The difference between those two cases would be based on their usage - the types are the same (kinda, basically). In one case there's an anonymous member of the anonymous type (so it's transparent/all the nested names are as-if they were names of members in the outer type) and in the other case there's a named variable of the anonymous type (so the named members are members of that outer member variable).

The difference between those two cases would be based on their usage - the types are the same (kinda, basically). In one case there's an anonymous member of the anonymous type (so it's transparent/all the nested names are as-if they were names of members in the outer type) and in the other case there's a named variable of the anonymous type (so the named members are members of that outer member variable).

The motivation for this change comes from assert that we were seeing during expression parsing when doing code completion see D66175 for more details. Basically we were incorrectly marking lambda, unnamed struct and anonymous structs as anonymous. We put in an improved heuristic but this would allow us to correctly identify anonymous classes in all cases. In expression parsing we are handing off the AST to an embedded clang parser and the assumptions clang are making are valid assumptions if we got the AST correct.

One could argue we could parse the members of the containing class in order to figure out if the struct has a name. From the previous example I gave we would be looking for something like this:

0x0000009c:     DW_TAG_member
                  DW_AT_name    ("C")
                  DW_AT_type    (0x00000000000000a8 "structure ")
                  DW_AT_decl_file       ("/Users/shafik/code/anon_class.cpp")
                  DW_AT_decl_line       (7)
                  DW_AT_data_member_location    (0x04)
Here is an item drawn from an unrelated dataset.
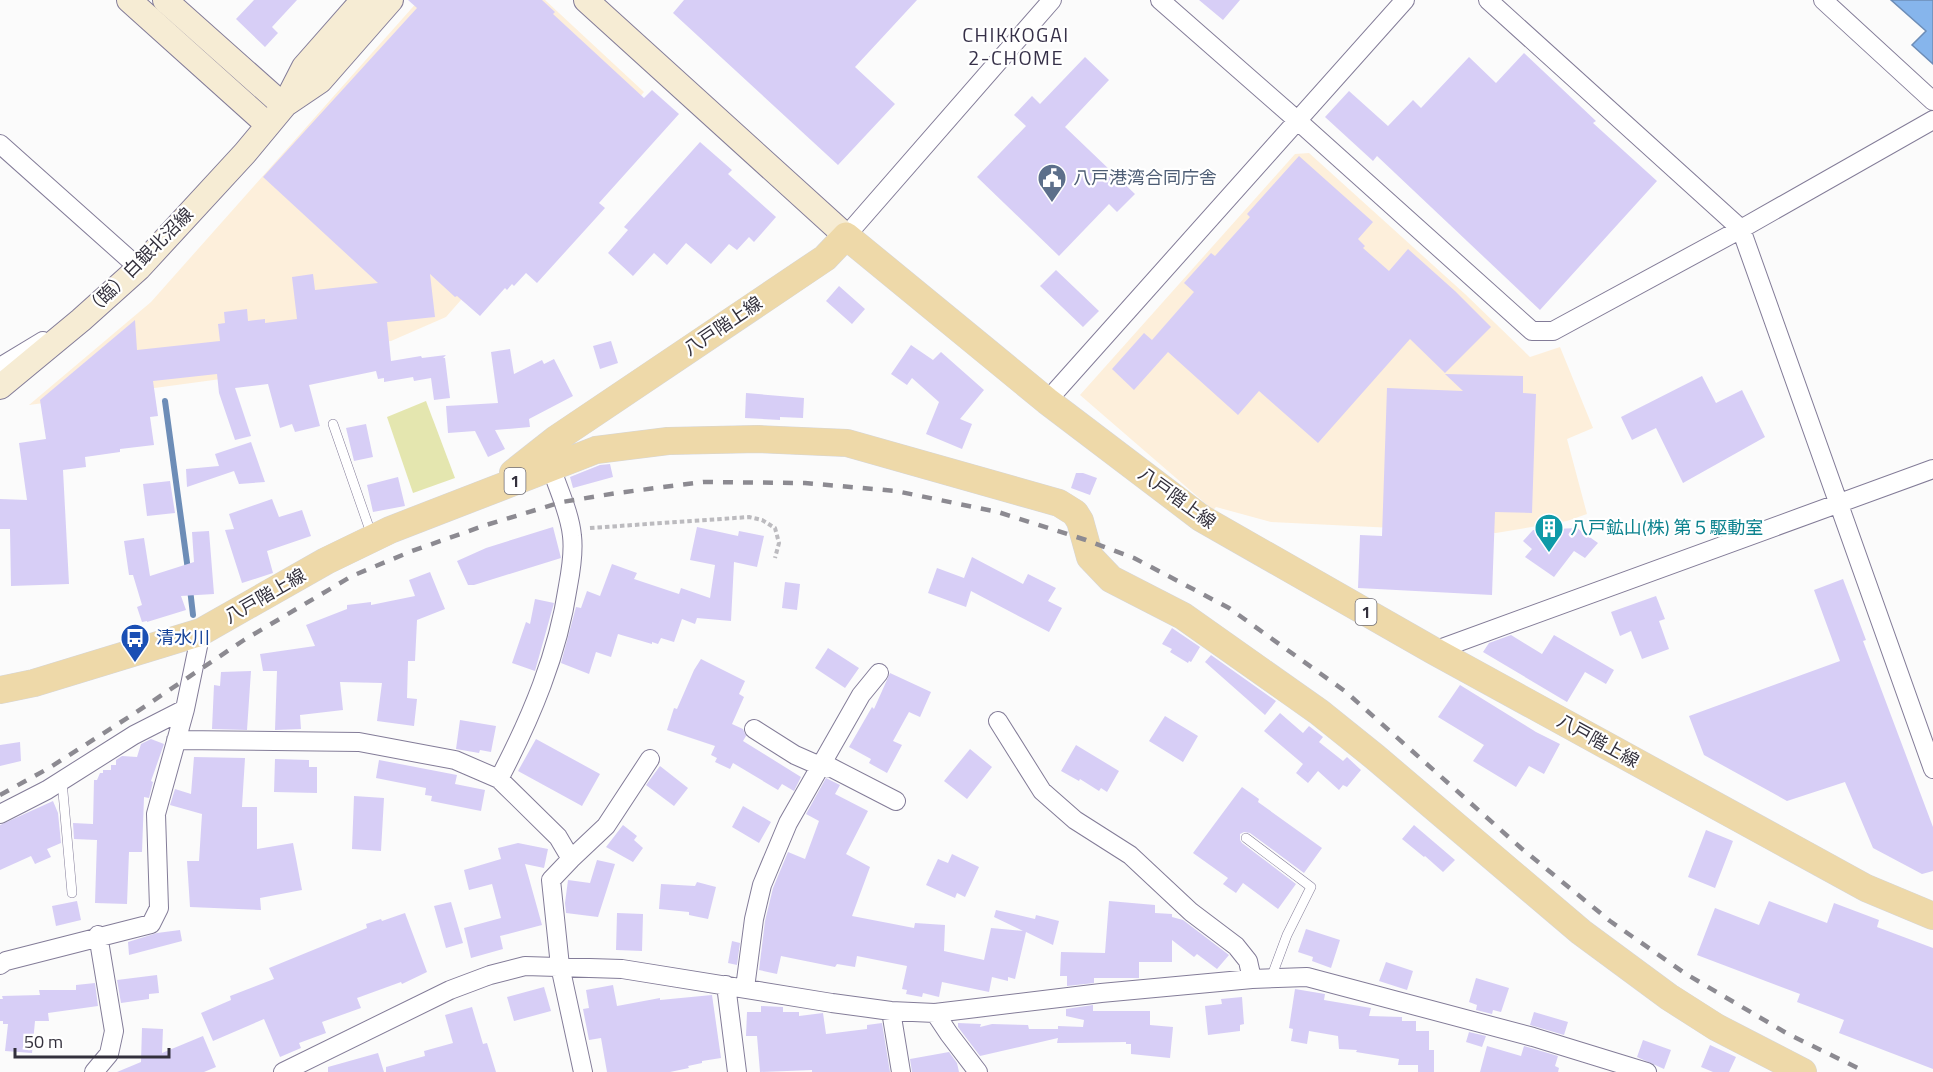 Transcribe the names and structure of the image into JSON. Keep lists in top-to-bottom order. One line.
{"streets":{"main road":["八戸階上線","1"],"street":["（臨）白銀北沼線"]},"districts":["CHIKKOGAI 2-CHOME"],"places":{"public building":["八戸港湾合同庁舎"],"building":["八戸鉱山(株) 第５駆動室"],"bus stop":["清水川"]},"scale_bar":"50 m"}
but it gets more tricky if for example we have an array of the unnamed struct:

struct A { 
//...
   struct {
       int y;
   } C[10];
};

the DWARF looks like this:

0x0000009c:     DW_TAG_member
                  DW_AT_name    ("C")
                  DW_AT_type    (0x00000000000000bb "structure [10]")
                  DW_AT_decl_file       ("/Users/shafik/code/anon_class_b.cpp")
                  DW_AT_decl_line       (7)
                  DW_AT_data_member_location    (0x04)

....

0x000000bb:   DW_TAG_array_type
                DW_AT_type      (0x00000000000000a8 "structure ")
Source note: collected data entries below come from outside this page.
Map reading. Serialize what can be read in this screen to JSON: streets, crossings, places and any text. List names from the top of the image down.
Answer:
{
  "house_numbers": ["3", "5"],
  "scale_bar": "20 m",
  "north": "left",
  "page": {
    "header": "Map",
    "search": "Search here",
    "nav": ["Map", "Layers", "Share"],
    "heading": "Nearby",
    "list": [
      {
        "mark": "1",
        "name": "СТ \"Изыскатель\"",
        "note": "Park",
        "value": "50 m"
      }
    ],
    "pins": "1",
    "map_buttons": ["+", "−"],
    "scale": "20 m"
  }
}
0x000000c0:     DW_TAG_subrange_type
                  DW_AT_type    (0x00000000000000c7 "__ARRAY_SIZE_TYPE__")
                  DW_AT_count   (0x0a)

and we have to recurse to find the array data to find that it points to the unnamed struct. This seems like a lot of work when we have an attribute we can apply and it is in the spec and so we are simply supporting a simpler and easy to maintain solution.

I also just realized that although I originally talked about LLDB being the consumer, ultimately since we have to assume any AST we generate from DWARF can be used in expression parsing clang is also the consumer as well.

Looking at the dwarfstd.org examples, without the flag (e.g., for DWARF v4) we should emit something like this:

<1> DW_TAG_struct_type
        DW_AT_name "A"
  <2> DW_TAG_struct_type
          // no DW_AT_name
      <3> DW_TAG_member
            DW_AT_name "x"
            DW_AT_type (int)
  <4> DW_TAG_struct_type
          // no DW_AT_name
      <5> DW_TAG_member
            DW_AT_name "y"
            DW_AT_type (int)
  <6> DW_TAG_member // this is A's member for the anonymous struct
          // no DW_AT_name
          DW_AT_type <2>
  <7> DW_TAG_member // this is A's member for the unnamed struct
          DW_AT_name "C"
          DW_AT_type <4>

which means the way the consumer knows to promote the members of <2> to the scope of <1> is that its only reference (from <6>) is via a member that is unnamed, and it knows NOT to promote the members of <4> because the reference to it is from a member that IS named.

Seems cleaner to flag the struct in v5, especially as it has essentially zero size cost (DW_AT_export_names would use DW_FORM_flag_present).

I'm aware that other languages can have different lookup rules, some of which really can't be expressed in DWARF and the consumer has to Just Know, if it's the kind of consumer that is expected to do name lookups. And the consumer also has to be ready to do the more complicated thing for earlier DWARF versions that don't have the flag. But if we have the flag, it seems like we ought to make use of it here.

Looking at the dwarfstd.org examples, without the flag (e.g., for DWARF v4) we should emit something like this:

<1> DW_TAG_struct_type
        DW_AT_name "A"
  <2> DW_TAG_struct_type
          // no DW_AT_name
      <3> DW_TAG_member
            DW_AT_name "x"
            DW_AT_type (int)
  <4> DW_TAG_struct_type
          // no DW_AT_name
      <5> DW_TAG_member
            DW_AT_name "y"
            DW_AT_type (int)
  <6> DW_TAG_member // this is A's member for the anonymous struct
          // no DW_AT_name
          DW_AT_type <2>
  <7> DW_TAG_member // this is A's member for the unnamed struct
          DW_AT_name "C"
          DW_AT_type <4>

which means the way the consumer knows to promote the members of <2> to the scope of <1> is that its only reference (from <6>) is via a member that is unnamed, and it knows NOT to promote the members of <4> because the reference to it is from a member that IS named.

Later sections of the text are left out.